During the next two year interval on half pay, he wrote Observations on the Commissariat Field Service and Home Defences (1845, and 2nd ed. London, 1852), a handbook for Commissariat officers.

==Irish Famine Relief Commission==
After two years on half pay, Routh was selected to be Chairman of the Irish Famine Relief Commission in November 1845, presiding until October 1848. He was again an obvious choice. He had expertise at the logistics of feeding and supplying large armies of men, and had written the authoritative book on the subject. Who better to select to superintend the feeding and distribution of relief during the Great Famine? For this service, his knighthood was elevated to KCB on 29 April 1848. He died in London, at 19 Dorset Square, on 29 November 1858 and was buried in London's Kensal Green Cemetery in the family plot there.

==Family==
Routh married, first, on 26 December 1815, in Paris, Adèle Joséphine Laminière (Lamy), daughter of one of Napoleon Bonaparte's civil officers; who died of childbirth complications 1827 in Quebec. Secondly, at Quebec in 1830, Marie Louise (1810–1891), daughter of Judge Jean-Thomas Taschereau (1778-1832) and sister of Cardinal Elzéar-Alexandre Taschereau.

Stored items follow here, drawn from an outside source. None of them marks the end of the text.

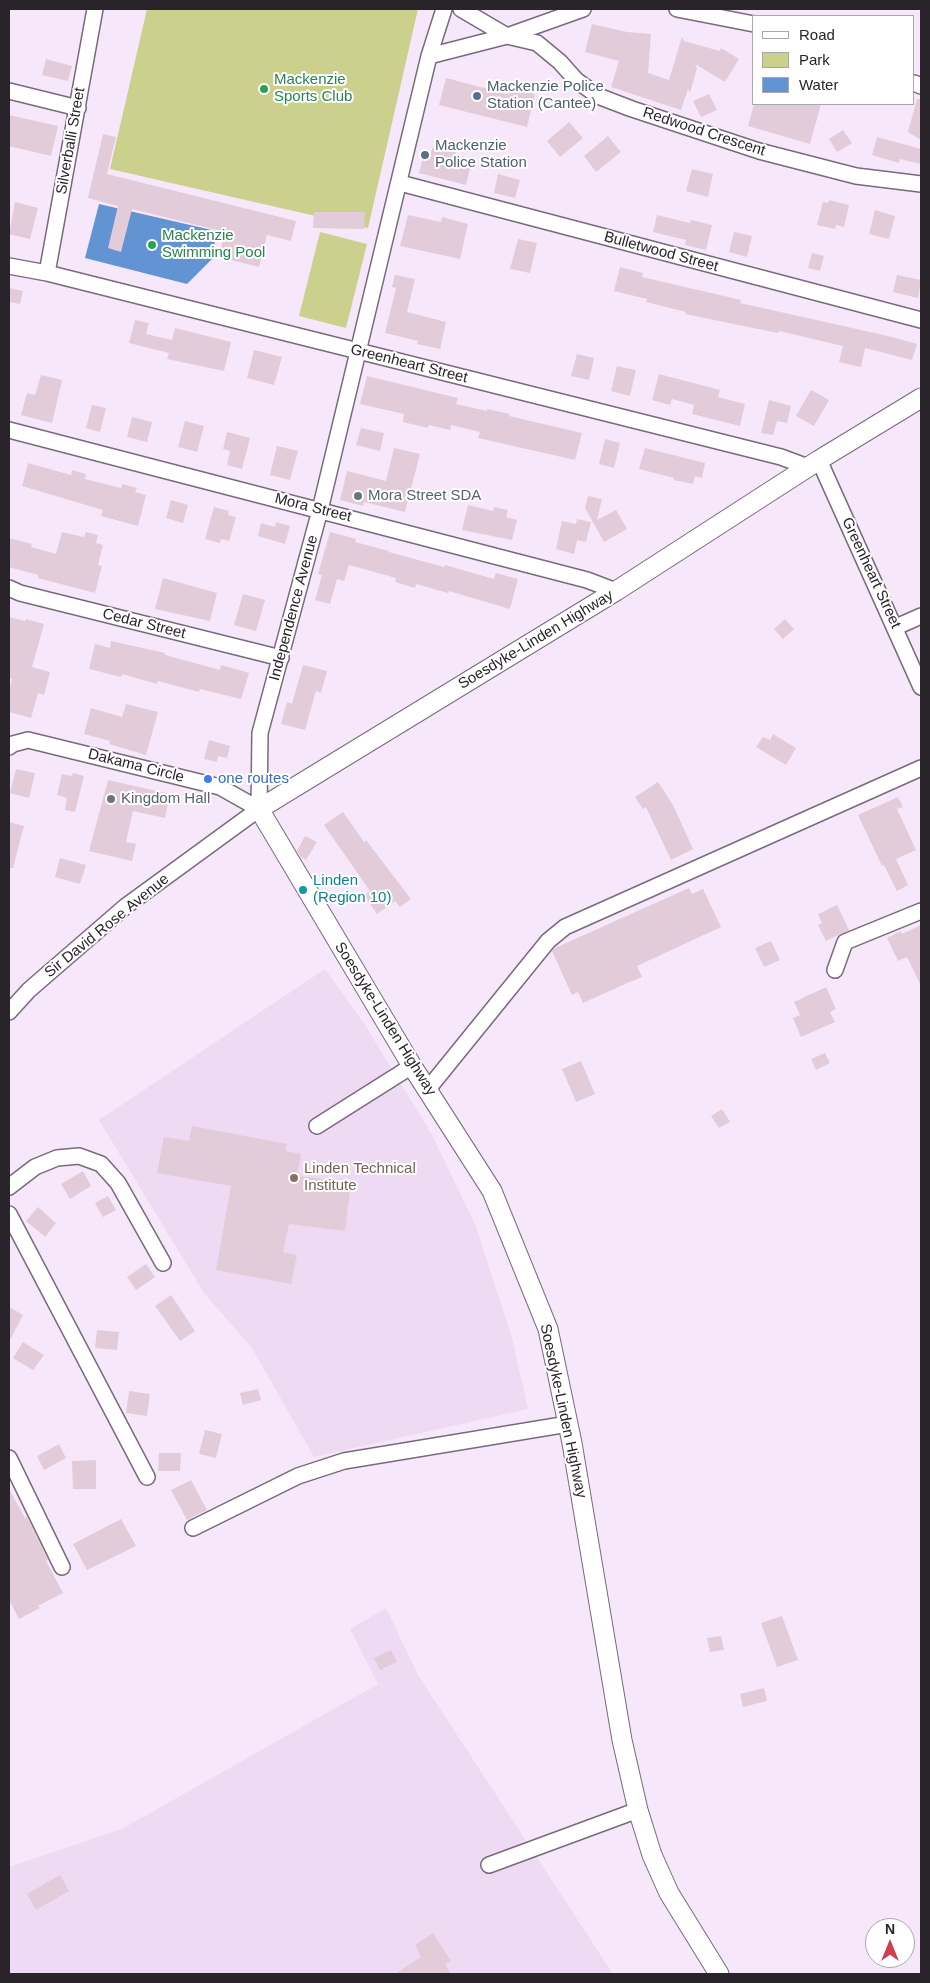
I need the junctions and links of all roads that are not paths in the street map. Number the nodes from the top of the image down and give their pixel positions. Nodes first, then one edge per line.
1 (95, 9) edge
2 (444, 9) edge
3 (461, 9) edge
4 (583, 9) edge
5 (677, 9) edge
6 (752, 24) edge
7 (507, 36) junction
8 (429, 56) junction
9 (9, 91) edge
10 (78, 108) junction
11 (400, 183) junction
12 (921, 184) edge
13 (9, 266) edge
14 (47, 273) junction
15 (921, 320) edge
16 (358, 351) junction
17 (921, 398) edge
18 (9, 430) edge
19 (814, 464) junction
20 (320, 510) junction
21 (9, 588) edge
22 (616, 591) junction
23 (921, 616) edge
24 (896, 627) junction
25 (281, 658) junction
26 (921, 686) edge
27 (9, 748) edge
28 (921, 768) edge
29 (259, 810) junction
30 (921, 911) edge
31 (835, 970) dead end
32 (9, 1012) edge
33 (412, 1066) junction
34 (428, 1089) junction
35 (317, 1126) dead end
36 (9, 1187) edge
37 (9, 1214) edge
38 (162, 1263) dead end
39 (568, 1424) junction
40 (9, 1458) edge
41 (147, 1477) dead end
42 (193, 1528) dead end
43 (62, 1567) dead end
44 (638, 1810) junction
45 (489, 1865) dead end
46 (719, 1974) edge

1 - 10 street, Silverballi Street
2 - 8 street, Independence Avenue
3 - 7 street, Redwood Crescent
4 - 7 street, Redwood Crescent
5 - 6 street
7 - 8 street, Redwood Crescent
7 - 12 street, Redwood Crescent
8 - 11 street, Independence Avenue
9 - 10 street
10 - 14 street, Silverballi Street
11 - 15 street, Bulletwood Street
11 - 16 street, Independence Avenue
13 - 14 street, Greenheart Street
14 - 16 street, Greenheart Street
16 - 19 street, Greenheart Street
16 - 20 street, Independence Avenue
17 - 19 main road, Soesdyke-Linden Highway
18 - 20 street, Mora Street
19 - 22 main road, Soesdyke-Linden Highway
19 - 24 street, Greenheart Street
20 - 22 street, Mora Street
20 - 25 street, Independence Avenue
21 - 25 street, Cedar Street
22 - 29 main road, Soesdyke-Linden Highway
23 - 24 street
24 - 26 street, Greenheart Street
25 - 29 street, Independence Avenue
27 - 29 street, Dakama Circle
28 - 34 street
29 - 32 street, Sir David Rose Avenue
29 - 33 main road, Soesdyke-Linden Highway
30 - 31 street
33 - 34 main road, Soesdyke-Linden Highway
33 - 35 street
34 - 39 main road, Soesdyke-Linden Highway
36 - 38 street
37 - 41 street
39 - 42 street
39 - 44 main road, Soesdyke-Linden Highway
40 - 43 street
44 - 45 street
44 - 46 main road, Soesdyke-Linden Highway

Routh sired 15 children, 7 by his first wife, 9 by his second, 3 dying as infants. By his first wife notably, Commissary General Randolph Routh CB, Commissary General Leonce Routh, Capt. Jules Isham Routh of the Royal Welch Fusiliers who died of typhus in Ireland 1848 working with his Father on famine relief. By his second wife, the Cambridge mathematician Edward John Routh DSc, FRS, FRAS, Thomas Alfred Routh FRGS, and merchant Francis Alexander Routh of Montreal, Consul for Portugal.